[llvm] 0800a36 - Revert "[NVVMReflect] Force dead branch elimination in NVVMReflect (#81189)"
Joseph Huber via llvm-commits
llvm-commits at lists.llvm.org
Thu Feb 8 15:32:13 PST 2024
Author: Joseph Huber
Date: 2024-02-08T17:32:04-06:00
New Revision: 0800a36053943beabe1c3f98fe4ecccbc192a2a7
URL: https://github.com/llvm/llvm-project/commit/0800a36053943beabe1c3f98fe4ecccbc192a2a7
DIFF: https://github.com/llvm/llvm-project/commit/0800a36053943beabe1c3f98fe4ecccbc192a2a7.diff
LOG: Revert "[NVVMReflect] Force dead branch elimination in NVVMReflect (#81189)"
This reverts commit 9211e67da36782db44a46ccb9ac06734ccf2570f.
Summary:
This seemed to crash one one of the CUDA math tests. Revert until it can
be fixed.
Added:
Modified:
llvm/docs/NVPTXUsage.rst
llvm/lib/Target/NVPTX/NVVMReflect.cpp
llvm/test/CodeGen/NVPTX/nvvm-reflect-arch.ll
Removed:
llvm/test/CodeGen/NVPTX/nvvm-reflect-arch-O0.ll
################################################################################
diff --git a/llvm/docs/NVPTXUsage.rst b/llvm/docs/NVPTXUsage.rst
index b5e3918e56e940..22acc6c9cb37f5 100644
--- a/llvm/docs/NVPTXUsage.rst
+++ b/llvm/docs/NVPTXUsage.rst
@@ -296,11 +296,6 @@ pipeline, immediately after the link stage. The ``internalize`` pass is also
recommended to remove unused math functions from the resulting PTX. For an
input IR module ``module.bc``, the following compilation flow is recommended:
-The ``NVVMReflect`` pass will attempt to remove dead code even without
-optimizations. This allows potentially incompatible instructions to be avoided
-at all optimizations levels. This currently only works for simple conditionals
-like the above example.
-
1. Save list of external functions in ``module.bc``
2. Link ``module.bc`` with ``libdevice.compute_XX.YY.bc``
3. Internalize all functions not in list from (1)

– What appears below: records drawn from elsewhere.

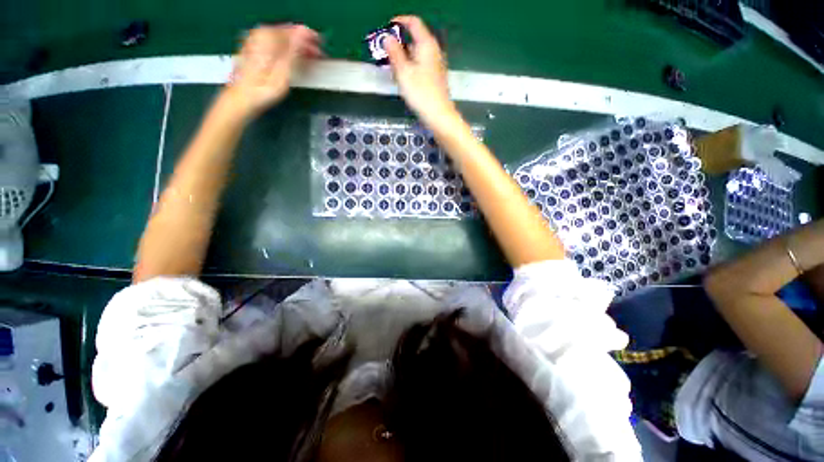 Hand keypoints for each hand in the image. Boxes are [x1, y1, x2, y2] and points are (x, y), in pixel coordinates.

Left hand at [223, 24, 321, 120]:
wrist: (241, 99)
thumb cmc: (263, 89)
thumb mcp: (283, 72)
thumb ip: (293, 50)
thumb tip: (305, 32)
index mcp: (268, 37)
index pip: (294, 30)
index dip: (309, 37)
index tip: (322, 45)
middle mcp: (260, 34)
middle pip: (287, 32)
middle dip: (304, 42)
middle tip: (318, 54)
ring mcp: (255, 41)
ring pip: (282, 38)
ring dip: (296, 46)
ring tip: (309, 57)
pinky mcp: (254, 50)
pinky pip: (275, 44)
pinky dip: (287, 49)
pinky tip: (293, 58)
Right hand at [384, 16, 455, 121]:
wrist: (438, 115)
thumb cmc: (420, 93)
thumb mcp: (403, 72)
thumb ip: (394, 53)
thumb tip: (387, 38)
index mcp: (426, 44)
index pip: (413, 23)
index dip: (399, 22)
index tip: (386, 29)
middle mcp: (433, 51)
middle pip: (415, 38)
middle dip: (399, 42)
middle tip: (385, 51)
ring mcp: (436, 65)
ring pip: (417, 53)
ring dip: (404, 56)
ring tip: (391, 66)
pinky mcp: (435, 77)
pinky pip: (421, 64)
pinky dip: (411, 66)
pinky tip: (404, 77) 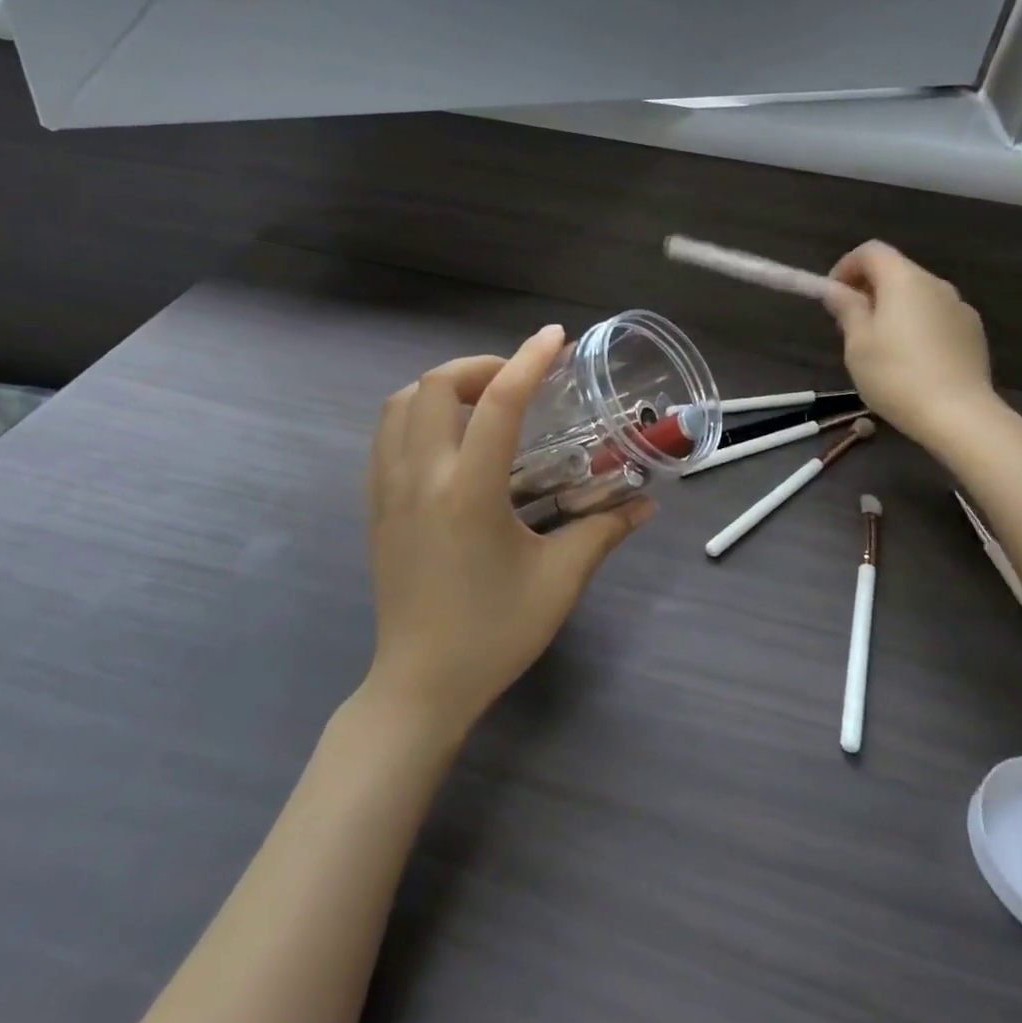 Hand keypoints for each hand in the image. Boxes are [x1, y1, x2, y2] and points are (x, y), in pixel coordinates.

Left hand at [364, 324, 655, 737]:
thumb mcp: (559, 581)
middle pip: (434, 386)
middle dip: (478, 367)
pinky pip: (385, 436)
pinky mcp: (375, 507)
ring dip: (440, 387)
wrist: (421, 684)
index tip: (553, 338)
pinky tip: (447, 440)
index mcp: (469, 492)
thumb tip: (646, 504)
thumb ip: (603, 531)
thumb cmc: (494, 633)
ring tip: (479, 404)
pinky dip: (415, 414)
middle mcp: (420, 478)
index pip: (497, 403)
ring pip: (399, 405)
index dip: (528, 360)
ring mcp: (388, 491)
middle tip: (516, 383)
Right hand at [823, 241, 1005, 451]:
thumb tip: (837, 289)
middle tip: (850, 324)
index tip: (833, 296)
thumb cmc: (896, 375)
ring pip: (918, 296)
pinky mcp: (973, 332)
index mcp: (904, 281)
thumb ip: (847, 309)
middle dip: (869, 289)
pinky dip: (917, 325)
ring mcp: (960, 308)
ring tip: (880, 346)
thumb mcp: (857, 343)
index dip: (846, 266)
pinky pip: (936, 317)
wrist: (958, 414)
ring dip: (894, 308)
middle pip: (896, 271)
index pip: (871, 251)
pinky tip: (911, 360)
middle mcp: (936, 284)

diff --git a/llvm/lib/Target/NVPTX/NVVMReflect.cpp b/llvm/lib/Target/NVPTX/NVVMReflect.cpp
index 5283c2fff2c6c2..7d2678ae592748 100644
--- a/llvm/lib/Target/NVPTX/NVVMReflect.cpp
+++ b/llvm/lib/Target/NVPTX/NVVMReflect.cpp
@@ -20,7 +20,6 @@
#include "NVPTX.h"
#include "llvm/ADT/SmallVector.h"
-#include "llvm/Analysis/ConstantFolding.h"
#include "llvm/IR/Constants.h"
#include "llvm/IR/DerivedTypes.h"
#include "llvm/IR/Function.h"
@@ -37,8 +36,6 @@
#include "llvm/Support/raw_os_ostream.h"
#include "llvm/Support/raw_ostream.h"
#include "llvm/Transforms/Scalar.h"
-#include "llvm/Transforms/Utils/BasicBlockUtils.h"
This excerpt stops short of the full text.